Le vieux Jean leva les bras au ciel.

– Monsieur est fou, murmura-t-il, de me faire sortir alors que nous venons à peine de rentrer, que depuis trois mois nous n’avons pas mis les pieds rue Bonaparte, qu’il y a un désordre de tous les diables dans l’appartement et une épaisse couche de poussière sur tout.

– Vous êtes un impertinent. Faites comme je vous dis. Toutefois, dès que je vous aurai téléphoné, vous vous précipiterez à la Sûreté et vous irez dire à M. Havard, de ma part : « Juve vient ». Non. Au fait, c’est inutile.

– Mais, qu’allez-vous devenir, monsieur Juve, pendant mon absence ? Il vous faudrait quelqu’un, si vous avez besoin de quelque chose ?

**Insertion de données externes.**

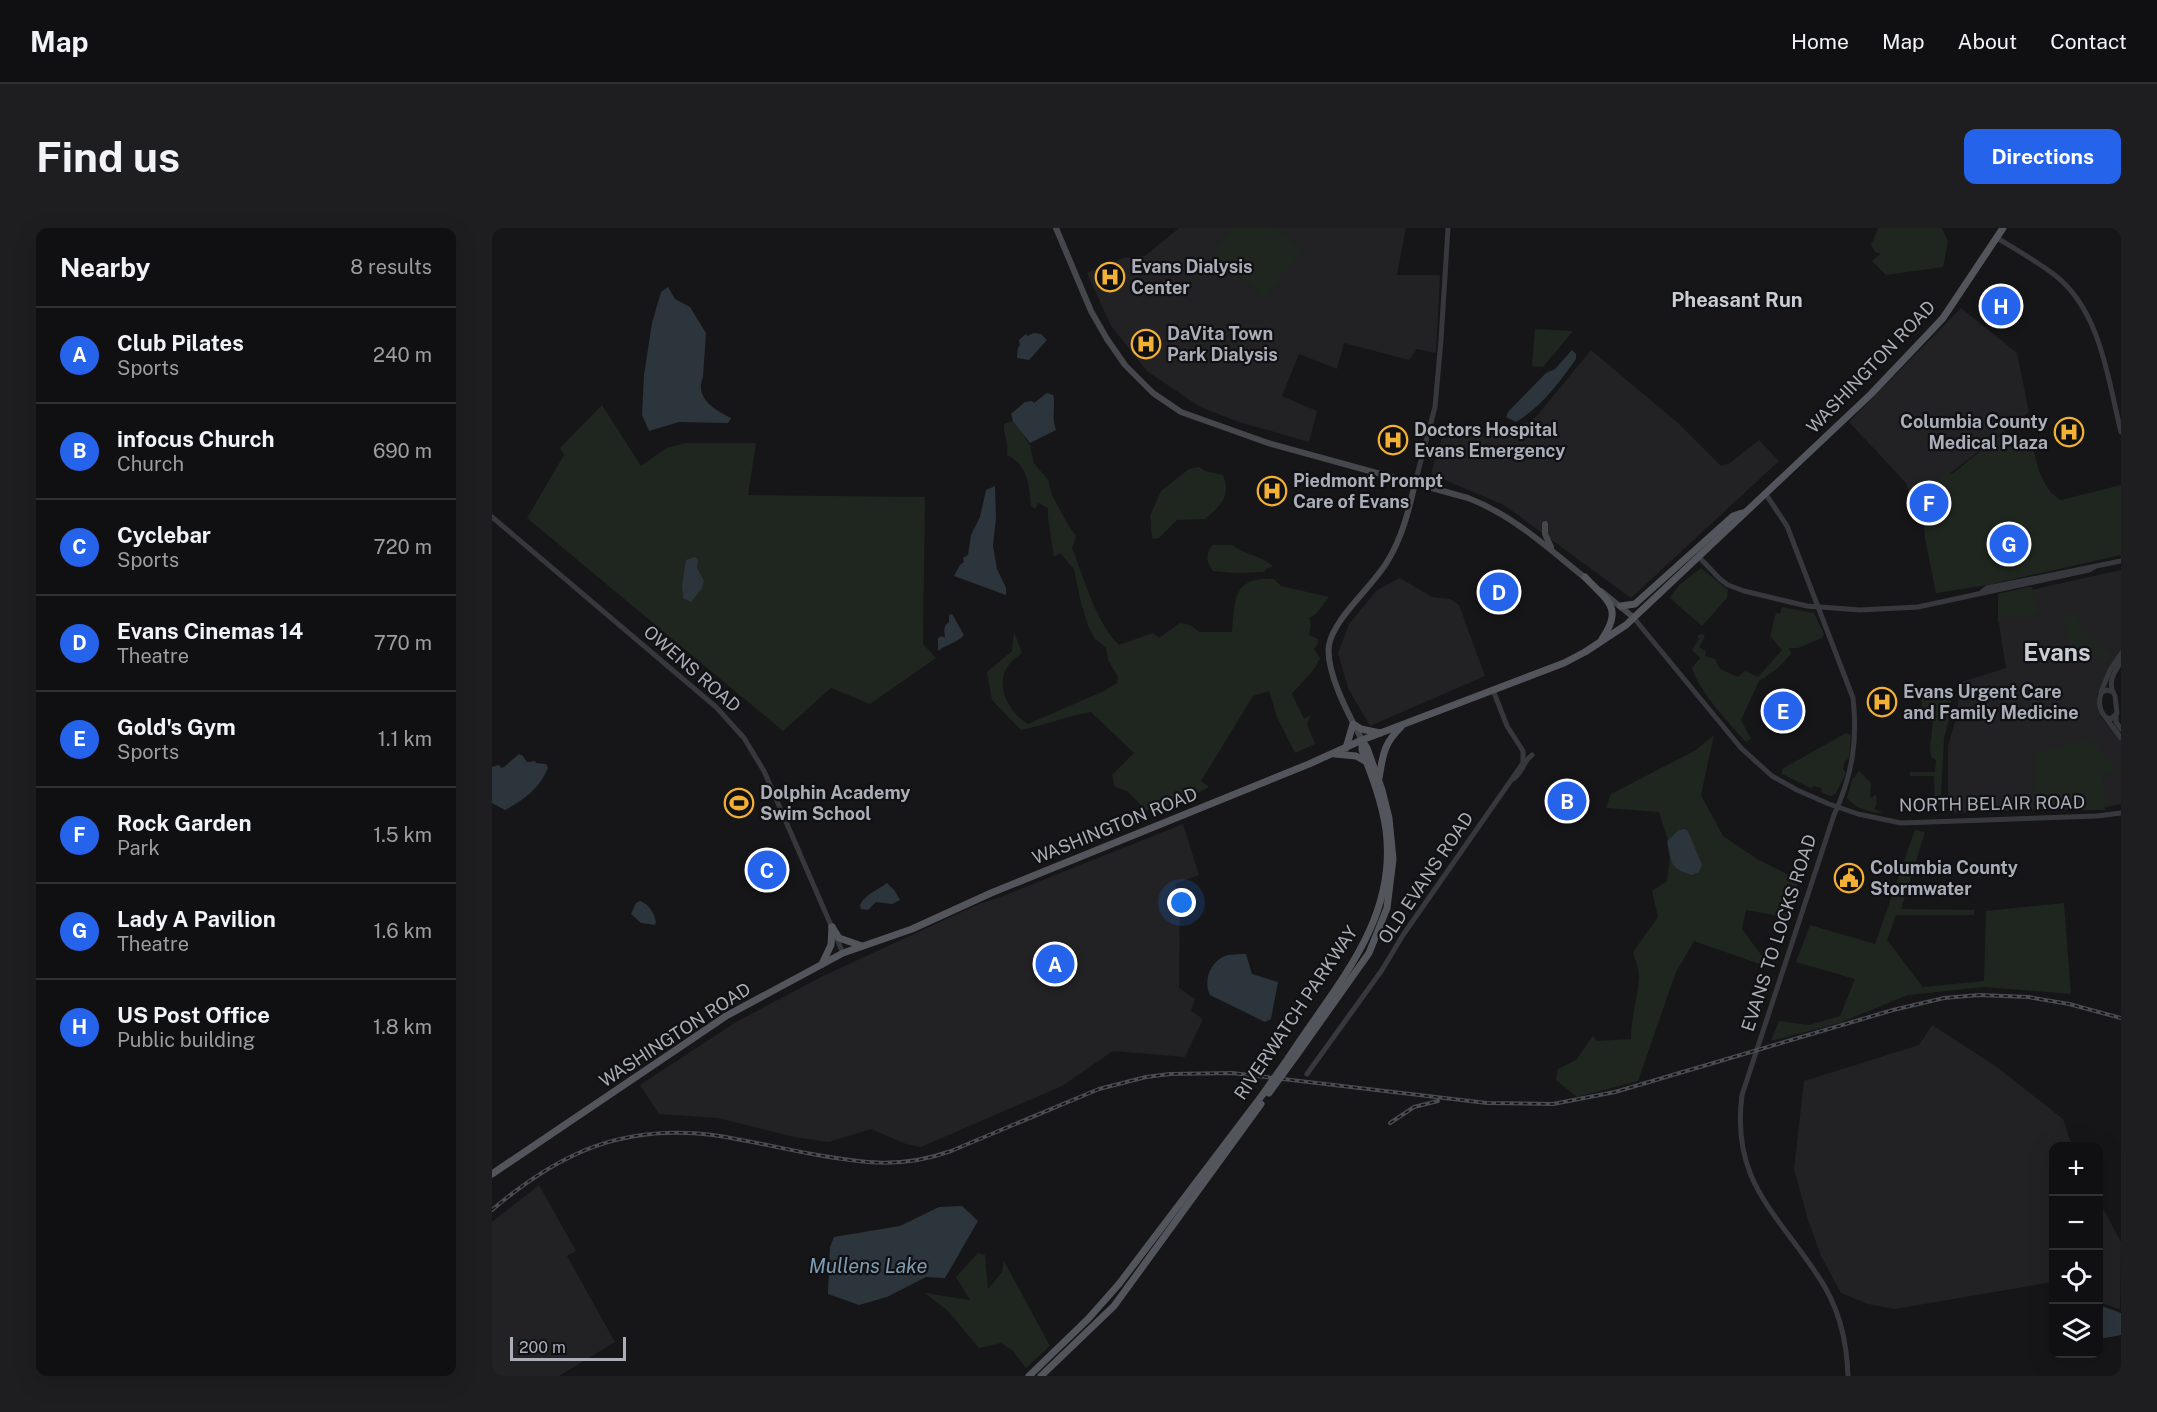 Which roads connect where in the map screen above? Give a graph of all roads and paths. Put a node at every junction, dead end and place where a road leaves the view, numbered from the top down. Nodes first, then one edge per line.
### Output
1 (1056, 228) edge
2 (1448, 228) edge
3 (2003, 228) edge
4 (1998, 238) junction
5 (2121, 432) edge
6 (1415, 483) junction
7 (1765, 493) junction
8 (1745, 512) junction
9 (492, 517) edge
10 (1545, 524) dead end
11 (1711, 543) junction
12 (1553, 550) junction
13 (1698, 556) junction
14 (2121, 561) edge
15 (1710, 569) junction
16 (1585, 577) junction
17 (1621, 606) junction
18 (1818, 607) junction
19 (1633, 617) junction
20 (1600, 643) junction
21 (2121, 654) edge
22 (2121, 662) edge
23 (1493, 690) junction
24 (2113, 692) junction
25 (2101, 694) junction
26 (2116, 715) junction
27 (2106, 718) junction
28 (1353, 724) junction
29 (1404, 724) junction
30 (2121, 729) edge
31 (1380, 733) junction
32 (2121, 738) edge
33 (1362, 740) junction
34 (1346, 748) junction
35 (1332, 754) junction
36 (1532, 755) dead end
37 (1367, 763) junction
38 (1511, 780) junction
39 (1379, 781) junction
40 (1838, 807) junction
41 (2121, 813) edge
42 (832, 927) junction
43 (865, 946) junction
44 (843, 953) junction
45 (822, 965) junction
46 (1292, 1056) junction
47 (1307, 1074) dead end
48 (1266, 1094) junction
49 (492, 1174) edge
50 (1029, 1376) edge
51 (1041, 1376) edge
52 (1848, 1376) edge

1 - 6 main road, NORTH BELAIR ROAD
2 - 6 street
3 - 4 main road, WASHINGTON ROAD
4 - 5 street
4 - 7 main road, WASHINGTON ROAD
6 - 12 main road, NORTH BELAIR ROAD
6 - 28 main road
7 - 8 main road, WASHINGTON ROAD
7 - 18 street, EVANS TO LOCKS ROAD
8 - 11 main road, WASHINGTON ROAD
8 - 17 main road, WASHINGTON ROAD
9 - 42 street, OWENS ROAD
10 - 12 main road
11 - 13 main road, WASHINGTON ROAD
11 - 15 street
12 - 16 main road, NORTH BELAIR ROAD
13 - 15 street
13 - 19 main road, WASHINGTON ROAD
14 - 18 street
15 - 18 street
16 - 17 main road, NORTH BELAIR ROAD
16 - 20 main road
17 - 19 main road, NORTH BELAIR ROAD
18 - 40 street, EVANS TO LOCKS ROAD
19 - 20 main road, WASHINGTON ROAD
19 - 40 street, NORTH BELAIR ROAD
20 - 23 main road, WASHINGTON ROAD
21 - 25 street
22 - 24 street
23 - 29 main road, WASHINGTON ROAD
23 - 38 street, OLD EVANS ROAD
24 - 25 street
24 - 26 street
25 - 27 street
26 - 27 street
26 - 30 street
27 - 32 street
28 - 31 main road
28 - 33 main road
28 - 34 main road
29 - 31 main road, WASHINGTON ROAD
29 - 39 main road
31 - 33 main road, WASHINGTON ROAD
33 - 34 main road, WASHINGTON ROAD
33 - 37 main road, RIVERWATCH PARKWAY
33 - 39 main road, RIVERWATCH PARKWAY
34 - 35 main road, WASHINGTON ROAD
35 - 37 main road
35 - 43 main road, WASHINGTON ROAD
36 - 38 street
37 - 46 main road, RIVERWATCH PARKWAY
38 - 47 street, OLD EVANS ROAD
39 - 46 main road, RIVERWATCH PARKWAY
40 - 41 street, NORTH BELAIR ROAD
40 - 52 street, EVANS TO LOCKS ROAD
42 - 43 main road
42 - 44 street, OWENS ROAD
42 - 45 main road
43 - 44 main road, WASHINGTON ROAD
44 - 45 main road, WASHINGTON ROAD
45 - 49 main road, WASHINGTON ROAD
46 - 48 main road, RIVERWATCH PARKWAY, bridge
48 - 50 main road, RIVERWATCH PARKWAY
48 - 51 main road, RIVERWATCH PARKWAY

– Inutile, j’ai tout ce qu’il me faut, et d’ailleurs vous allez faire une chose. En partant, laissez la porte entrouverte.

– Pourquoi ?

– Parce qu’il est inutile que le visiteur que j’attends démolisse ma serrure. Allons, allons, Jean, dépêchez-vous, vous allez être en retard.

– En retard ? fit le domestique, je comprends de moins en moins.

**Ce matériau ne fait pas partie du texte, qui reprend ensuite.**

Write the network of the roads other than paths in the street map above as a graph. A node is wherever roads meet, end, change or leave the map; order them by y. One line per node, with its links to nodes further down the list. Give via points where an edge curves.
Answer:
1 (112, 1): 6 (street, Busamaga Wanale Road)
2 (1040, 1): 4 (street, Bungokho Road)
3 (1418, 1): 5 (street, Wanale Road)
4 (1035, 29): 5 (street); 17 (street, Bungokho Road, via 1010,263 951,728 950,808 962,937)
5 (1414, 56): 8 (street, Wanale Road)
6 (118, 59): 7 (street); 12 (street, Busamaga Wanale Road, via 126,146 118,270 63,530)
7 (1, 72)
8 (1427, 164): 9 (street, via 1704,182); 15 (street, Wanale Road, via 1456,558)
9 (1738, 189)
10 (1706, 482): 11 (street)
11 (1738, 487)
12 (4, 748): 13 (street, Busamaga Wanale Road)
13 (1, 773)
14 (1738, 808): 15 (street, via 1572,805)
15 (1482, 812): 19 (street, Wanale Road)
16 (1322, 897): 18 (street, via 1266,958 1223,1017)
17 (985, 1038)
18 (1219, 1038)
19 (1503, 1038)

– Moi, fit Juve, je sais qu’il est quatre heures et demie et que, par conséquent, j’éprouve dès maintenant un impérieux besoin d’être seul. Voulez-vous sortir, oui ou non ? Et n’oubliez surtout pas de sortir bien ostensiblement.

Seul désormais dans son appartement, étendu de tout son long sur le canapé-lit, Juve prêta l’oreille.

Soudain, il tressaillit. Un bruit. La porte communiquant avec son cabinet de travail, au milieu duquel il se trouvait, s’entrebâillait doucement. Juve tournait le dos à cette porte. Il devinait, mais ne pouvait apercevoir le visiteur.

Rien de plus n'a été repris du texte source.